___ Supplied records ___

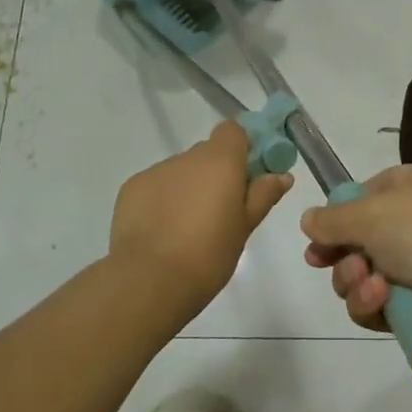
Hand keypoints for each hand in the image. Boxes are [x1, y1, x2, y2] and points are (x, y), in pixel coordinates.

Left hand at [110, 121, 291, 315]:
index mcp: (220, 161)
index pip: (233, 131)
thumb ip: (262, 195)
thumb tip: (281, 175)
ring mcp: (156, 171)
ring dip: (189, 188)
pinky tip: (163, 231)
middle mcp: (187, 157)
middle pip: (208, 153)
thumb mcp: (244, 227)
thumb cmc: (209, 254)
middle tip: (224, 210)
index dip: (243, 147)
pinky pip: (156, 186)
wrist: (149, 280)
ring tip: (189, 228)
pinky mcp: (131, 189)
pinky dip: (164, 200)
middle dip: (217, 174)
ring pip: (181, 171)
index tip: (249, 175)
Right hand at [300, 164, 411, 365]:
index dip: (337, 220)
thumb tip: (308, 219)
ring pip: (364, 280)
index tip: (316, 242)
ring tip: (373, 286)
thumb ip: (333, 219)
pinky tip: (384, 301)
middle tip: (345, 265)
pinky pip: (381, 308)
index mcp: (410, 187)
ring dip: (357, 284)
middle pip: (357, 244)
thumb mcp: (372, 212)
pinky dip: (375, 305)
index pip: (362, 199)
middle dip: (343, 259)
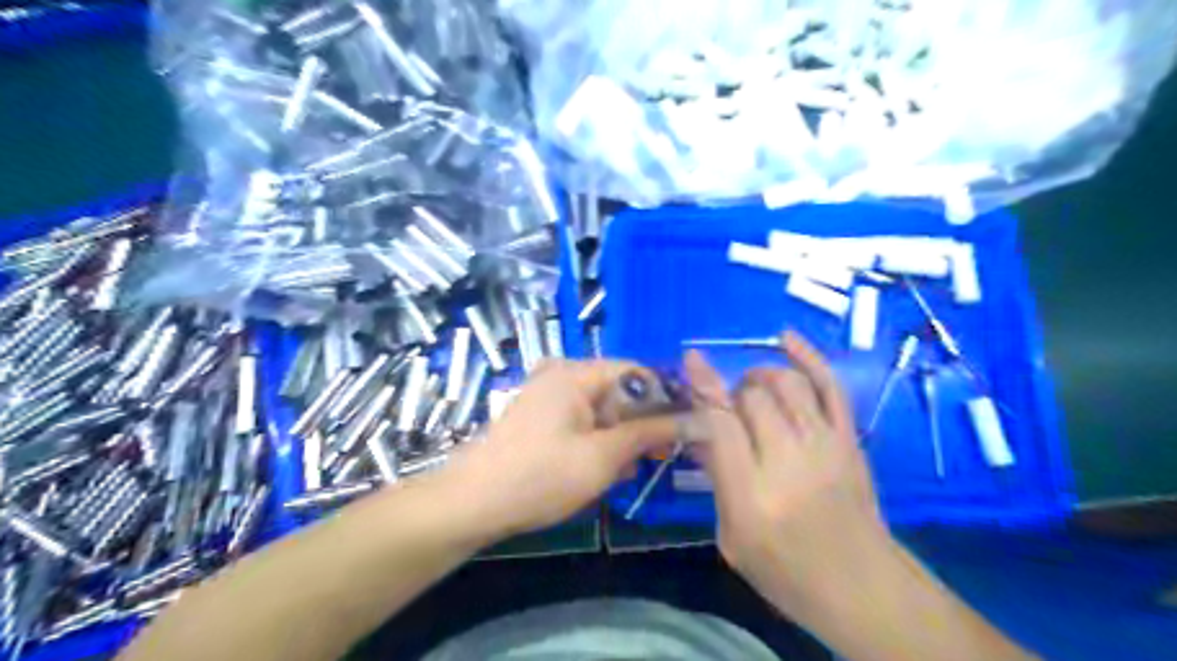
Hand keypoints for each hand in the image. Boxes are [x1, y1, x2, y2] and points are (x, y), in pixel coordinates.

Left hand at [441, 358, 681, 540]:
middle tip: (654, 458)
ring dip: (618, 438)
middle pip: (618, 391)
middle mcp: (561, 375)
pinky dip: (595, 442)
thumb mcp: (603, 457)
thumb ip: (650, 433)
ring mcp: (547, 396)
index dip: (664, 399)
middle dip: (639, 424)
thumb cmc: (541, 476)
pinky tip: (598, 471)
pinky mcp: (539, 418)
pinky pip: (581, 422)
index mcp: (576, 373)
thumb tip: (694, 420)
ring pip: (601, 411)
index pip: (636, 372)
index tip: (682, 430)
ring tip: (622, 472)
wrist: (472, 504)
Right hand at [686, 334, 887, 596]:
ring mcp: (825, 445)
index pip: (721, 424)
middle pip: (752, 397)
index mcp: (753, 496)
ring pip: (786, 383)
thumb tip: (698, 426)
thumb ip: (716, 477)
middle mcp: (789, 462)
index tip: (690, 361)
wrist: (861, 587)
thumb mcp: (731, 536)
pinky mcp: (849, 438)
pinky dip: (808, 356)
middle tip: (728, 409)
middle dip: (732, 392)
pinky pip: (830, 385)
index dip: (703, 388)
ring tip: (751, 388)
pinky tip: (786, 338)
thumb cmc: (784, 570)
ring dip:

___

# [What you need to do]
All of the entries above should be copied exactly, with the images left out.

# [Output of the exercise]
Hand keypoints for each hand in the image. Boxes are [x1, y1, x2, y2] and points are (x, y), in pixel coordinates.

Left hand at [110, 121, 291, 315]:
index mcp: (220, 161)
index pip: (233, 131)
thumb ip: (262, 195)
thumb tip: (281, 175)
ring mcp: (156, 171)
ring dip: (189, 188)
pinky tip: (163, 231)
middle mcp: (187, 157)
middle pip: (208, 153)
thumb mcp: (244, 227)
thumb cmc: (209, 254)
middle tip: (224, 210)
index dip: (243, 147)
pinky pip: (156, 186)
wrist: (149, 280)
ring tip: (189, 228)
pinky mcp: (131, 189)
pinky dip: (164, 200)
middle dip: (217, 174)
ring pip: (181, 171)
index tip: (249, 175)
Right hand at [300, 164, 411, 365]:
index dip: (337, 220)
thumb tip: (308, 219)
ring pip: (364, 280)
index tip: (316, 242)
ring tip: (373, 286)
thumb ip: (333, 219)
pinky tip: (384, 301)
middle tip: (345, 265)
pinky pip: (381, 308)
index mcp: (410, 187)
ring dip: (357, 284)
middle pip: (357, 244)
thumb mcp: (372, 212)
pinky dip: (375, 305)
index pip: (362, 199)
middle dip: (343, 259)
Hand keypoints for each hand in the image. Boxes are [x1, y1, x2, y2] and points are (x, y), in pixel coordinates.

Left hand at [441, 358, 681, 540]:
middle tip: (654, 458)
ring dip: (618, 438)
middle pip: (618, 391)
middle mcp: (561, 375)
pinky dip: (595, 442)
thumb mcp: (603, 457)
thumb ip: (650, 433)
ring mcp: (547, 396)
index dip: (664, 399)
middle dip: (639, 424)
thumb cmc: (541, 476)
pinky tip: (598, 471)
pinky mcp: (539, 418)
pinky pip: (581, 422)
index mcp: (576, 373)
thumb tip: (694, 420)
ring pip: (601, 411)
index pip: (636, 372)
index tip: (682, 430)
ring tip: (622, 472)
wrist: (472, 504)
Right hand at [686, 334, 887, 596]:
ring mcp: (825, 445)
index pip: (721, 424)
middle pip: (752, 397)
index mcp: (753, 496)
ring pip: (786, 383)
thumb tip: (698, 426)
thumb ip: (716, 477)
middle mcp: (789, 462)
index tip: (690, 361)
wrist: (861, 587)
thumb mcp: (731, 536)
pinky mcp: (849, 438)
pinky dip: (808, 356)
middle tip: (728, 409)
middle dip: (732, 392)
pinky pip: (830, 385)
index dip: (703, 388)
ring tip: (751, 388)
pinky tip: (786, 338)
thumb cmc: (784, 570)
ring dip:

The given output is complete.